→ Task to carry out
Pull every line holding the word "Park" from the data below and copy it.

→ Data
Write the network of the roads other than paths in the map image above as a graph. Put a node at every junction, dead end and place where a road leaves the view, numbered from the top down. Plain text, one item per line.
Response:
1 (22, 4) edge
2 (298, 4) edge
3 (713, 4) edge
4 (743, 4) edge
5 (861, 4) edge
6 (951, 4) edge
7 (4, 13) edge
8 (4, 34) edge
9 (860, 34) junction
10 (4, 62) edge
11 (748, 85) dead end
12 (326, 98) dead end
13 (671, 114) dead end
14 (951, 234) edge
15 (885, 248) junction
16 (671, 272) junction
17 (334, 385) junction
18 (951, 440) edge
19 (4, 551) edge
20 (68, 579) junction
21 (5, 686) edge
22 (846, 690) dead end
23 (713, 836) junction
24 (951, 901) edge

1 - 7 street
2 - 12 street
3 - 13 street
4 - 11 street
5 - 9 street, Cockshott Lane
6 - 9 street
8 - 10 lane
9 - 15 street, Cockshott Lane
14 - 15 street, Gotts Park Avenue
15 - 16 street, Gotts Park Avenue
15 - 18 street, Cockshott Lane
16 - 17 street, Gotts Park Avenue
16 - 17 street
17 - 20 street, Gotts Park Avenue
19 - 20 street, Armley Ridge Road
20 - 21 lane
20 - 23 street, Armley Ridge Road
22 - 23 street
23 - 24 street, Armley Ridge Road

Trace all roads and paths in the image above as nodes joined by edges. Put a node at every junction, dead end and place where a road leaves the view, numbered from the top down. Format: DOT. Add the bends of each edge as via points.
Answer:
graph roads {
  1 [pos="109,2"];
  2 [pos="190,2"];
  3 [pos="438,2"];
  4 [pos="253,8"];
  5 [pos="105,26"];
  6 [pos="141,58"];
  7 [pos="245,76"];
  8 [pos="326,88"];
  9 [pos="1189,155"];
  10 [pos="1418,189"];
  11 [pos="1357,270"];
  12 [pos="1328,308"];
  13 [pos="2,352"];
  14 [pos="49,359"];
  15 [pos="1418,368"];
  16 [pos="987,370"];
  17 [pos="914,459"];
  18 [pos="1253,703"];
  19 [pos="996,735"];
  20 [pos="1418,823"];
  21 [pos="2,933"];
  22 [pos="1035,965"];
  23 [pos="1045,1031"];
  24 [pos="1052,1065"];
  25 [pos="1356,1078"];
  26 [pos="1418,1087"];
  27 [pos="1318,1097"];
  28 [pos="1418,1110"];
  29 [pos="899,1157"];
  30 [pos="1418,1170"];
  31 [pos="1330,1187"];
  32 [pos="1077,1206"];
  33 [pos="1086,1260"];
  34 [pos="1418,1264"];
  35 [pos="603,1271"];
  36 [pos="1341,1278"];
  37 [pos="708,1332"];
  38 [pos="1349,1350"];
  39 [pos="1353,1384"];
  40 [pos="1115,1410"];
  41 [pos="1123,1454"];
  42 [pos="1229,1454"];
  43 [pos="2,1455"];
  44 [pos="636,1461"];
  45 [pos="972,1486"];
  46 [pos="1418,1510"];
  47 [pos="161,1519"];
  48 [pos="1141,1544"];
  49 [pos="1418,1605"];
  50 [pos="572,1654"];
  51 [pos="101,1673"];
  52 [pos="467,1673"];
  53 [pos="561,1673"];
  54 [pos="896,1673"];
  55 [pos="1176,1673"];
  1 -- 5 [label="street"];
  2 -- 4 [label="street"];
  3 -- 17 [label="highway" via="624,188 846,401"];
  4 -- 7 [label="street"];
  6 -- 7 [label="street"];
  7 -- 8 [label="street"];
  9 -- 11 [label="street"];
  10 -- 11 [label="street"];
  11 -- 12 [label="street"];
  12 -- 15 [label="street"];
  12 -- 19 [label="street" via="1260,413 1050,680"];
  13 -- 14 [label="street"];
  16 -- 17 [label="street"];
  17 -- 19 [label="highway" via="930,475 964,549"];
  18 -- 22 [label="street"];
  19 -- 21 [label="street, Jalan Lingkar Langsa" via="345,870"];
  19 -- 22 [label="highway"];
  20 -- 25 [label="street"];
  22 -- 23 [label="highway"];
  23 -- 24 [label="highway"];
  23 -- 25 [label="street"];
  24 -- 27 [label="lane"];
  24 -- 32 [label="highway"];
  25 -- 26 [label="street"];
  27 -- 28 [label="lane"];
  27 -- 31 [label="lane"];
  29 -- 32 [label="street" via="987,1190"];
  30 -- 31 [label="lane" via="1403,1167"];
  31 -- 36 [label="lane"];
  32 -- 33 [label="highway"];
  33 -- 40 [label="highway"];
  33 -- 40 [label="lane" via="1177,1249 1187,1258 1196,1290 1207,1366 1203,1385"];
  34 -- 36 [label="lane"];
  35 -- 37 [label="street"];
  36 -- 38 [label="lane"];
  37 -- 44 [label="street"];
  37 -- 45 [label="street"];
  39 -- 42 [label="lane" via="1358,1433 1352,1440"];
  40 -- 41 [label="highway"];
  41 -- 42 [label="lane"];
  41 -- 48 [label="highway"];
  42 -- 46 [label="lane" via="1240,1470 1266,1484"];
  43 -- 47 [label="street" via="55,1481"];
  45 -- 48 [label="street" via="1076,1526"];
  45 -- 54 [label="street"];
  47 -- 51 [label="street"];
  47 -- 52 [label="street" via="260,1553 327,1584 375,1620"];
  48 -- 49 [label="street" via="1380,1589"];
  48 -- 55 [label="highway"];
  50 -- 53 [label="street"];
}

→ Written answer
14 - 15 street, Gotts Park Avenue
15 - 16 street, Gotts Park Avenue
16 - 17 street, Gotts Park Avenue
17 - 20 street, Gotts Park Avenue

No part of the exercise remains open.